An article in ZDNet UK documents the reluctance of some businesses to use SaaS as a "core platform." The article describes how some companies, such as Kraft Foods, say they do not want to use SaaS because they wish for an integrated software architecture and believe that SaaS does not necessarily support that goal.
Another company, Telkom Indonesia, says it is reluctant to use SaaS because it wants its core business applications onsite -- although the company executive quoted said he was perfectly willing to look at push-mail or personal web applications through SaaS.
I was curious to see these claims. There are more and more companies choosing to use core applications through SaaS for various reasons, but rarely does it seem to be about using SaaS for SaaS sake so much as the right tool for the job and situation. Most SaaS applications are fairly young and the majority still target the SMB space even though there seems to be an increasing movement toward SaaS in the enterprise.

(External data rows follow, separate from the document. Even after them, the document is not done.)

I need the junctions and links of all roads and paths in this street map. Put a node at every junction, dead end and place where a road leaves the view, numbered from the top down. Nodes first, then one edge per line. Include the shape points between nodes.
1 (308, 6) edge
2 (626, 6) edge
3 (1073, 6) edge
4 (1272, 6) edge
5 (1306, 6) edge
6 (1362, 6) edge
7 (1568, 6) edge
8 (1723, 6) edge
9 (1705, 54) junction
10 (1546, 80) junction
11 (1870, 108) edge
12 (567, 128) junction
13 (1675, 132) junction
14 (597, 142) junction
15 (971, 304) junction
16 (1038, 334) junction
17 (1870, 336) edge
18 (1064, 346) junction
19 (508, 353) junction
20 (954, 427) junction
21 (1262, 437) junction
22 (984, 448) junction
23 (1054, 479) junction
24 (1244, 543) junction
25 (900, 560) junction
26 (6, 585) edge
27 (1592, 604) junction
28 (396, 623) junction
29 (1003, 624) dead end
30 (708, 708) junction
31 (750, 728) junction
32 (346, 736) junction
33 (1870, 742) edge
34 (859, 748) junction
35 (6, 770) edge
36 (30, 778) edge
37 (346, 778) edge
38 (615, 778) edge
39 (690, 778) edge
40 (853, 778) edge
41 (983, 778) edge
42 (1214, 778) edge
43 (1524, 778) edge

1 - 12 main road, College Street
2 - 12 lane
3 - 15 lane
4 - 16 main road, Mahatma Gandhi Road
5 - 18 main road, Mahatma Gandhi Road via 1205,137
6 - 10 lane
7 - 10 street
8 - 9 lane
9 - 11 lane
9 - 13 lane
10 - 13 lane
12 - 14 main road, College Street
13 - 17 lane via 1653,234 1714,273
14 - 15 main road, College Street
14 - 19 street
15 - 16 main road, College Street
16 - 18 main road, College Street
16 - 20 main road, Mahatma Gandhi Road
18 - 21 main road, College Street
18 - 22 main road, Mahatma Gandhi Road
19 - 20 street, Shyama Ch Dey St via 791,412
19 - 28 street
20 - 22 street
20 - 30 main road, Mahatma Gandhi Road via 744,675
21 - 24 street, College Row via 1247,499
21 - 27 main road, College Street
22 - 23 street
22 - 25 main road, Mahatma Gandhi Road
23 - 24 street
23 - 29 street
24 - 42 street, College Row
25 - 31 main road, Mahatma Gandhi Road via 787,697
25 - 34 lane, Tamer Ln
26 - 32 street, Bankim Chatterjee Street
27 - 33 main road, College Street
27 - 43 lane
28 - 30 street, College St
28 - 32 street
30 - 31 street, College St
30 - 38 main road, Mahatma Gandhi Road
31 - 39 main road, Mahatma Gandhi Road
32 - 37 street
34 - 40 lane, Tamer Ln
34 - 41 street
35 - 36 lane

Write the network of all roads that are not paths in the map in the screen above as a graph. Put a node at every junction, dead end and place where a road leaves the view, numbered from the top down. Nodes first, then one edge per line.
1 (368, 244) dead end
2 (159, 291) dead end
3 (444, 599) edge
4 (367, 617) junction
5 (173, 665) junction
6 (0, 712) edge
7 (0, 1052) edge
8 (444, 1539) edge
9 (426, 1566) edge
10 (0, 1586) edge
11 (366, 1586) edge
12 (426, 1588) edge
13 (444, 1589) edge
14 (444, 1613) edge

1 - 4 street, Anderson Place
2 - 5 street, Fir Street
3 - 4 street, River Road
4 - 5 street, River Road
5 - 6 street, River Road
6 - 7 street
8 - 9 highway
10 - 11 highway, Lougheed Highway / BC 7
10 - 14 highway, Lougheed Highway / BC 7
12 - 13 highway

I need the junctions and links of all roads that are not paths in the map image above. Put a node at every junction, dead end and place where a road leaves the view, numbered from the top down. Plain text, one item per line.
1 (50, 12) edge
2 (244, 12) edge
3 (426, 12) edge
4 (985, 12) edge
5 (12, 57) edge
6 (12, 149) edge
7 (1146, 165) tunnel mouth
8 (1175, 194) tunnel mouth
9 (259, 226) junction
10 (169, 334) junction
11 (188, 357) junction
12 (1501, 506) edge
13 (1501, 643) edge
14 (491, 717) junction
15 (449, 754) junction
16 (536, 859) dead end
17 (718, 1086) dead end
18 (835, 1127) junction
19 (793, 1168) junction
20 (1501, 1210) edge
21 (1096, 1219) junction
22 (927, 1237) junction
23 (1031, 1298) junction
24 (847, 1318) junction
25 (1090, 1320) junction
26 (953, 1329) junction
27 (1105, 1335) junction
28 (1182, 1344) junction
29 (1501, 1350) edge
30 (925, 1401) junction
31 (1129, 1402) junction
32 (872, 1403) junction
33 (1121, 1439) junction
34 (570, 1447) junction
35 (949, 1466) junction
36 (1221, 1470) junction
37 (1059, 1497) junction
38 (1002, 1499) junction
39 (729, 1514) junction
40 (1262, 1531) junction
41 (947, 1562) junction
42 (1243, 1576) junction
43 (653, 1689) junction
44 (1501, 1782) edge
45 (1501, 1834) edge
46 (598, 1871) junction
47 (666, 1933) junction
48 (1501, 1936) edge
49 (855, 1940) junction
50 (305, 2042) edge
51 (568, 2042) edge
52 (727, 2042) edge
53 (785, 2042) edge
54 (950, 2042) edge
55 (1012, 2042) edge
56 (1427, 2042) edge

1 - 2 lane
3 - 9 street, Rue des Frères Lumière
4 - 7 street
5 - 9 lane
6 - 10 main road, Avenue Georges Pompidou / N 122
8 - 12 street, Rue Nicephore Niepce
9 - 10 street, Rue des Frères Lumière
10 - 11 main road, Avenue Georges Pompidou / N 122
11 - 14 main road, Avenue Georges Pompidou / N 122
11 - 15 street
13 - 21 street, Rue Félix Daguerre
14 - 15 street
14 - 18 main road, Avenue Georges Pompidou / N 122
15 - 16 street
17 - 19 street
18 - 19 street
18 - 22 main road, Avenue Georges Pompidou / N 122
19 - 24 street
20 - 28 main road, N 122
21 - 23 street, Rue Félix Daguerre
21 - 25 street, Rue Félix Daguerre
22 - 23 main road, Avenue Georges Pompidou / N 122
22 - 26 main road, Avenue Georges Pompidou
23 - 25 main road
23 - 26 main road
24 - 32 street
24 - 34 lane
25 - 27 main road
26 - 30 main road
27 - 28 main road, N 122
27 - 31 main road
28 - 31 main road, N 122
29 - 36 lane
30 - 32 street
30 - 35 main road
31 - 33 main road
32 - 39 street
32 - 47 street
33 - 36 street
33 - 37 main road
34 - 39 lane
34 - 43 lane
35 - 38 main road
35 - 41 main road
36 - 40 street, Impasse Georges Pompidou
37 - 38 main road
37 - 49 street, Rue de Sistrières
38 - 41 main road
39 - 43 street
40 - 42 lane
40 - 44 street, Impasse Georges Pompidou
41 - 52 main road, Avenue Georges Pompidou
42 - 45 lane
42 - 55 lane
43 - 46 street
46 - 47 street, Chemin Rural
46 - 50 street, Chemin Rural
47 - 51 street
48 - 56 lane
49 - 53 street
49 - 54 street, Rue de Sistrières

There was another article along this lines in Ephraim Schwart's Reality Check blog on InfoWorld. In it, Schwartz says that conventional wisdom is that SaaS may be destined to replace on-premise software but that perhaps the truth is that SaaS is just "throwaway software." Companies are using SaaS as an interim solution to problems and then dumping it for something better later on. He then predicts that SaaS might just be a blip on the software screen that won't last.
I can't say I agree on that point. I think that the reasons why companies choose SaaS applications aren't likely to go away. It's really just a delivery mode, after all...and it solves business problems that aren't always solvable through on-premise software. Whether SaaS will ever "replace" on-premise software is anyone's guess but I don't see a future where SaaS would turn out to just be some temporary fad that goes away. I do, however, agree that whether or not a particular piece of software was delivered through SaaS or on-premise may not be a terribly interesting subject someday in the future when SaaS stops being an emerging technology and IT press buzzword du jour.